Last year saw setbacks for the Left in much of the world, but recent victories in Latin America are a reminder that socialist politics continue to offer an alternative to a system in crisis.
...
Socialists could also take heart from some major breakthroughs overseas, particularly in Latin America. Left-winger Xiomara Castro won the Honduran presidential election in November, deposing the right-wing narco-dictatorship installed by a US-backed coup against her husband, Manuel Zelaya, in 2009. Before that, in April, Pedro Castillo narrowly won the Peruvian presidential election. But its results were subject to prolonged, groundless dispute by his far-right rival, Keiko Fujimori, and Castillo — lacking a majority in the legislature — has been hemmed in by right-wing forces, which have seemingly succeeded in isolating him.

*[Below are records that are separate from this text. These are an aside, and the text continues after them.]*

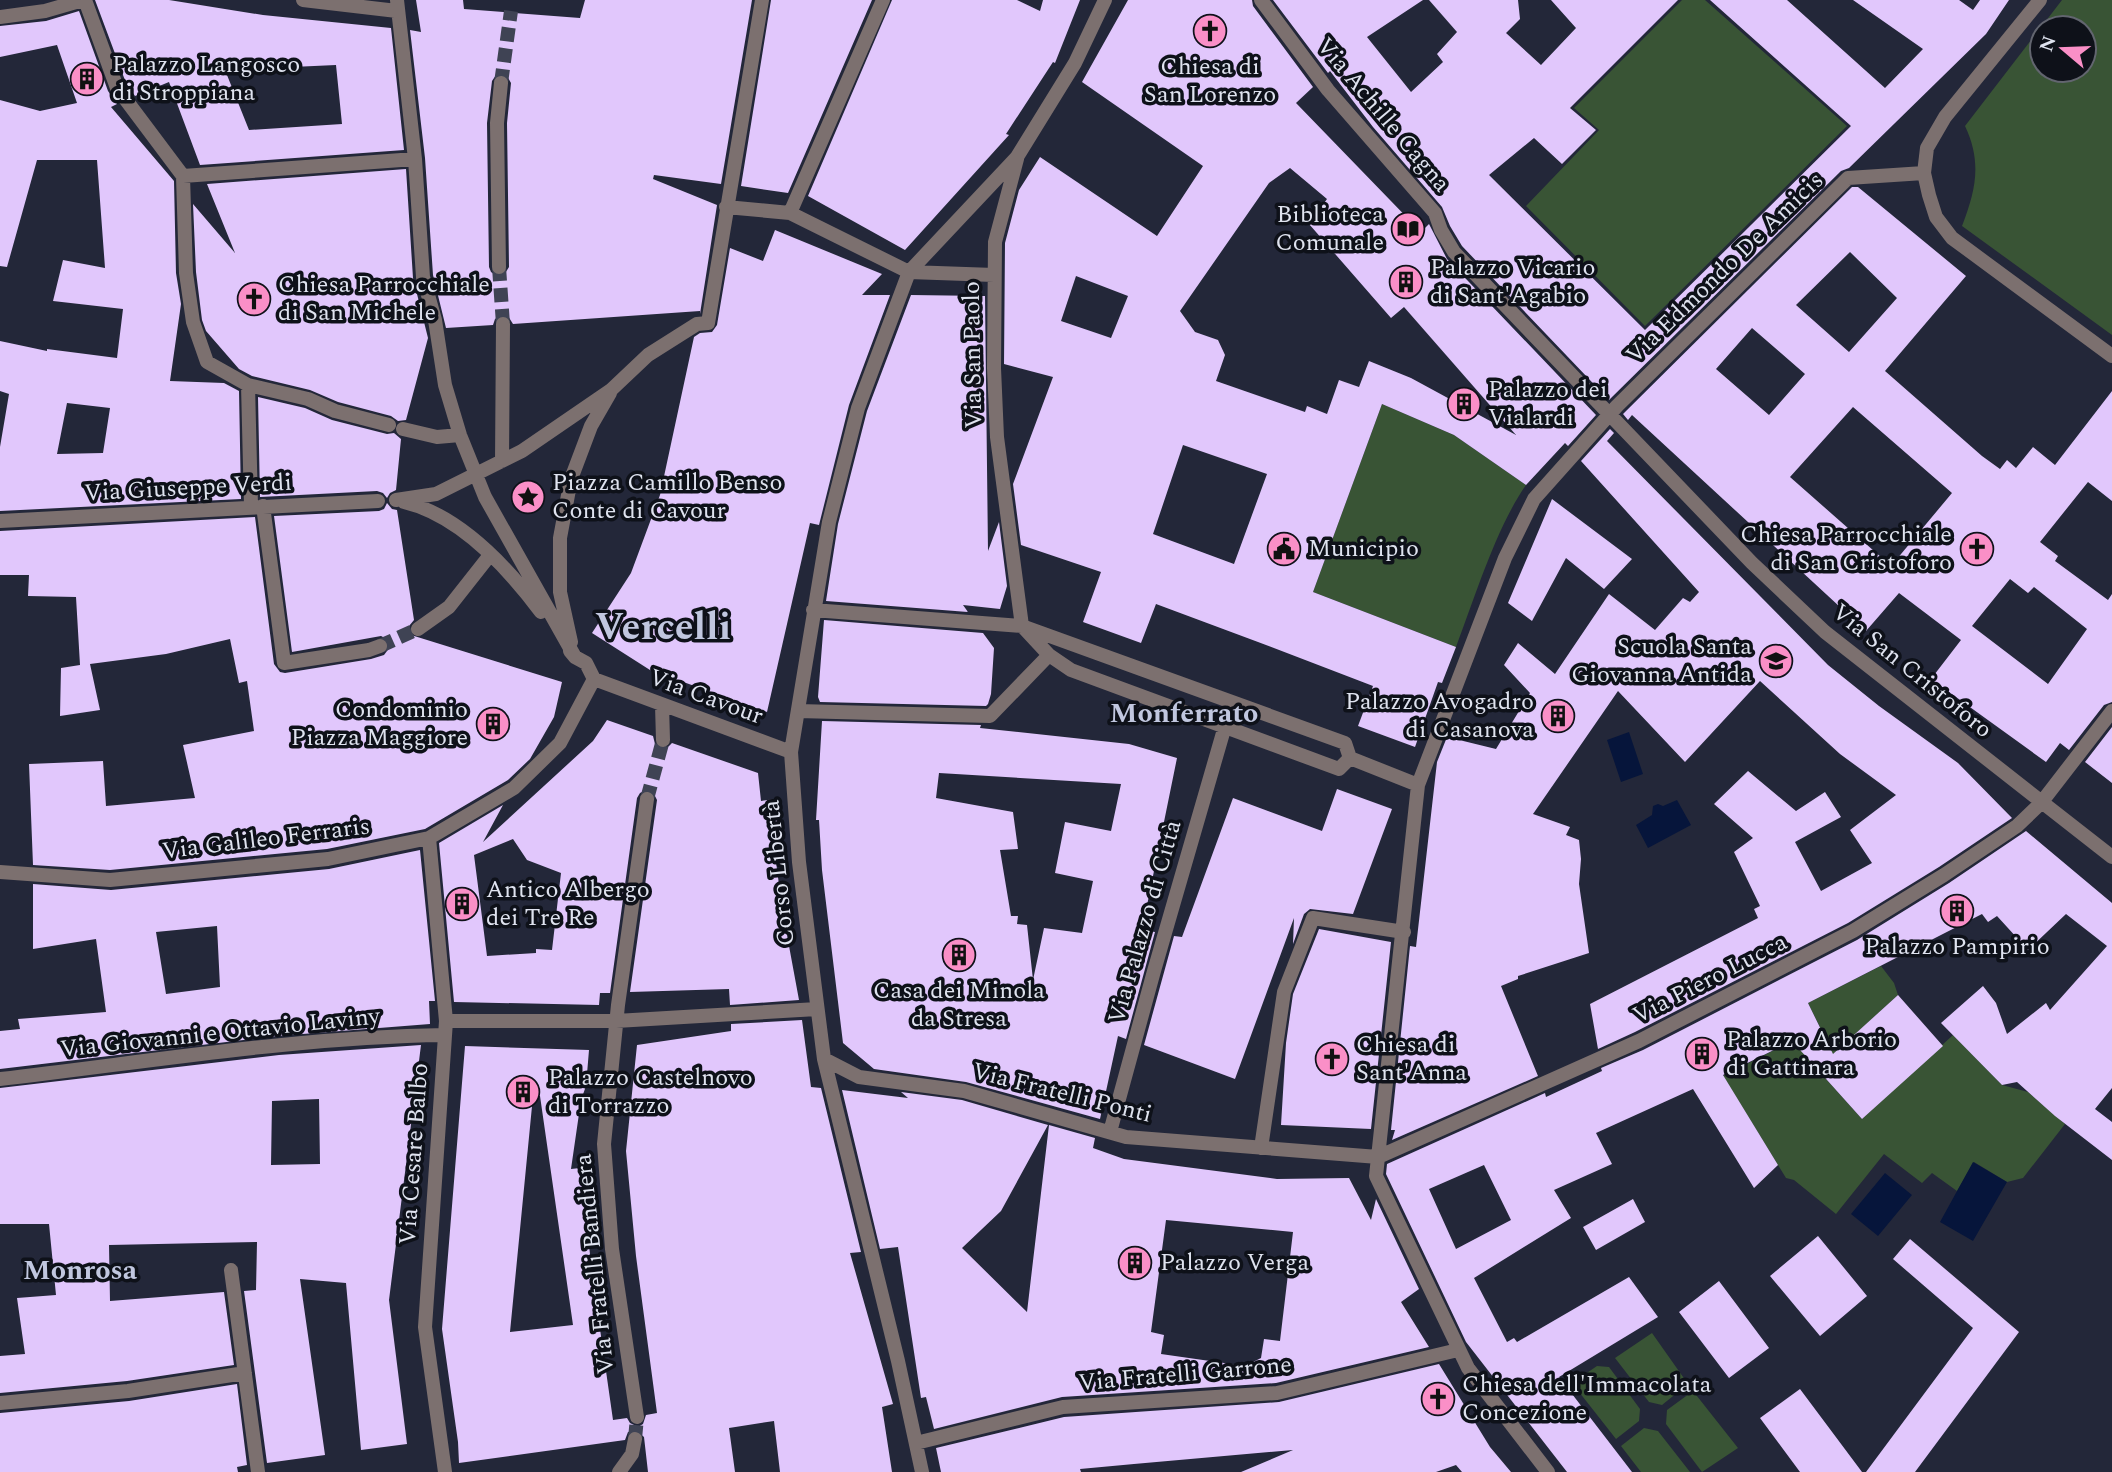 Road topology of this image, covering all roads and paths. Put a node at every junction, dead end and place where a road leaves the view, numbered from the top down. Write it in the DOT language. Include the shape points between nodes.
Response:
graph roads {
  1 [pos="84,0"];
  2 [pos="303,0"];
  3 [pos="762,0"];
  4 [pos="883,0"];
  5 [pos="1105,0"];
  6 [pos="1261,0"];
  7 [pos="2040,0"];
  8 [pos="397,5"];
  9 [pos="0,17"];
  10 [pos="501,83"];
  11 [pos="1017,157"];
  12 [pos="415,159"];
  13 [pos="1924,173"];
  14 [pos="183,176"];
  15 [pos="726,207"];
  16 [pos="790,213"];
  17 [pos="499,267"];
  18 [pos="909,272"];
  19 [pos="994,275"];
  20 [pos="503,324"];
  21 [pos="2112,356"];
  22 [pos="248,385"];
  23 [pos="611,390"];
  24 [pos="1609,413"];
  25 [pos="460,435"];
  26 [pos="502,461"];
  27 [pos="475,474"];
  28 [pos="378,501"];
  29 [pos="257,506"];
  30 [pos="0,521"];
  31 [pos="490,555"];
  32 [pos="813,610"];
  33 [pos="1022,626"];
  34 [pos="418,629"];
  35 [pos="380,646"];
  36 [pos="1049,655"];
  37 [pos="575,657"];
  38 [pos="594,679"];
  39 [pos="662,705"];
  40 [pos="798,711"];
  41 [pos="2112,711"];
  42 [pos="1226,726"];
  43 [pos="663,740"];
  44 [pos="791,752"];
  45 [pos="1350,758"];
  46 [pos="1418,785"];
  47 [pos="647,799"];
  48 [pos="2042,803"];
  49 [pos="429,838"];
  50 [pos="2112,857"];
  51 [pos="0,872"];
  52 [pos="1404,932"];
  53 [pos="817,1009"];
  54 [pos="616,1021"];
  55 [pos="446,1028"];
  56 [pos="824,1059"];
  57 [pos="0,1079"];
  58 [pos="1110,1132"];
  59 [pos="1261,1148"];
  60 [pos="1378,1157"];
  61 [pos="231,1270"];
  62 [pos="1458,1350"];
  63 [pos="245,1373"];
  64 [pos="0,1403"];
  65 [pos="637,1417"];
  66 [pos="635,1439"];
  67 [pos="916,1443"];
  68 [pos="258,1472"];
  69 [pos="445,1472"];
  70 [pos="619,1472"];
  71 [pos="922,1472"];
  72 [pos="1548,1472"];
  1 -- 9 [label="street"];
  1 -- 14 [label="street" via="117,88"];
  2 -- 8 [label="street"];
  3 -- 15 [label="street"];
  4 -- 16 [label="street"];
  5 -- 11 [label="street, Corso Libertà" via="1075,63"];
  6 -- 24 [label="street, Via Achille Cagna" via="1328,90 1435,213 1454,252"];
  7 -- 13 [label="street" via="1945,117 1927,148"];
  8 -- 12 [label="street"];
  10 -- 17 [label="street" via="497,123"];
  11 -- 18 [label="street, Corso Libertà"];
  11 -- 19 [label="street, Via San Paolo" via="995,242"];
  12 -- 14 [label="street"];
  12 -- 25 [label="street" via="423,277"];
  13 -- 21 [label="street" via="1936,217 1952,238"];
  13 -- 24 [label="street, Via Edmondo De Amicis" via="1849,178"];
  14 -- 22 [label="street" via="186,273 193,323 206,362"];
  15 -- 16 [label="street"];
  15 -- 23 [label="street" via="708,323 697,324 648,355"];
  16 -- 18 [label="street"];
  18 -- 19 [label="street"];
  18 -- 32 [label="street, Corso Libertà" via="858,408 829,522"];
  19 -- 33 [label="street, Via San Paolo" via="997,437"];
  20 -- 26 [label="street"];
  22 -- 25 [label="street" via="437,437"];
  22 -- 29 [label="street"];
  23 -- 26 [label="street"];
  23 -- 37 [label="street" via="571,479 560,538 560,592"];
  24 -- 46 [label="street, Via Edmondo De Amicis" via="1534,499 1506,558"];
  24 -- 48 [label="street, Via San Cristoforo" via="1752,563 1825,632"];
  25 -- 27 [label="street"];
  26 -- 27 [label="street"];
  27 -- 31 [label="street" via="436,494 396,500 424,507 452,522"];
  27 -- 37 [label="street"];
  28 -- 29 [label="street, Via Giuseppe Verdi"];
  29 -- 30 [label="street, Via Giuseppe Verdi"];
  29 -- 35 [label="street" via="284,663"];
  31 -- 34 [label="street" via="449,607"];
  31 -- 37 [label="street" via="533,601"];
  32 -- 33 [label="street"];
  32 -- 40 [label="street, Corso Libertà"];
  33 -- 36 [label="street"];
  33 -- 45 [label="street" via="1345,743"];
  36 -- 40 [label="street" via="990,716"];
  36 -- 42 [label="street" via="1071,670"];
  37 -- 38 [label="street, Via Cavour" via="586,663"];
  38 -- 39 [label="street, Via Cavour"];
  38 -- 49 [label="street, Via Galileo Ferraris" via="560,743 514,788"];
  39 -- 43 [label="street"];
  39 -- 44 [label="street, Via Cavour"];
  40 -- 44 [label="street, Corso Libertà"];
  41 -- 48 [label="street, Via Piero Lucca"];
  42 -- 45 [label="street" via="1339,769"];
  42 -- 58 [label="street, Via Palazzo di Città"];
  44 -- 53 [label="street, Corso Libertà"];
  45 -- 46 [label="street"];
  46 -- 52 [label="street, Via Edmondo De Amicis"];
  47 -- 54 [label="street, Via Fratelli Bandiera"];
  48 -- 50 [label="street, Via San Cristoforo"];
  48 -- 60 [label="street, Via Piero Lucca" via="1954,868 1853,931 1639,1041"];
  49 -- 51 [label="street, Via Galileo Ferraris" via="328,859 110,880"];
  49 -- 55 [label="street, Via Cesare Balbo"];
  52 -- 59 [label="street" via="1314,918 1284,992"];
  52 -- 60 [label="street, Via Edmondo De Amicis"];
  53 -- 54 [label="street, Via Giovanni e Ottavio Laviny"];
  53 -- 56 [label="street, Corso Libertà"];
  54 -- 55 [label="street, Via Giovanni e Ottavio Laviny"];
  54 -- 65 [label="street, Via Fratelli Bandiera" via="604,1144 612,1249"];
  55 -- 57 [label="street, Via Giovanni e Ottavio Laviny"];
  55 -- 69 [label="street, Via Cesare Balbo" via="425,1327"];
  56 -- 58 [label="street, Via Fratelli Ponti" via="859,1077 964,1091"];
  56 -- 67 [label="street, Corso Libertà"];
  58 -- 59 [label="street, Via Fratelli Ponti" via="1137,1139"];
  59 -- 60 [label="street, Via Fratelli Ponti"];
  60 -- 62 [label="street, Via Edmondo De Amicis" via="1376,1176"];
  61 -- 63 [label="street"];
  62 -- 67 [label="street, Via Fratelli Garrone" via="1277,1392 1063,1407"];
  62 -- 72 [label="street, Via Edmondo De Amicis"];
  63 -- 64 [label="street" via="128,1391"];
  63 -- 68 [label="street"];
  66 -- 70 [label="street" via="632,1454"];
  67 -- 71 [label="street, Corso Libertà"];
}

The Chilean left has also scored some inspirational victories this year. In 2020 — after months of large-scale protests and the emergence of a mass social movement firmly rooted in Chile’s working-class communities — 78 percent of Chileans voted to replace the country’s Augusto Pinochet–era constitution. Elections were held in May 2021 to determine the composition of the constitutional assembly that will draw up the new document, and resulted in a left-of-center majority — marking something of a humiliation for the Right.
However, the Chilean right rallied somewhat in the presidential election in November, with far-right candidate Jose Antonio Kast — an open admirer of the Pinochet junta, and son of a Nazi — winning in the first round with an alarming 28 percent of the vote. Fortunately, left-winger Gabriel Boric, a former student leader, won comfortably in the second round. Potentially Chile’s most left-wing president since the country’s great martyr Salvador Allende, Boric faces a difficult task in implementing his program, with a legislature delicately balanced between left and right, and the specter of right-wing reaction again stalking the country.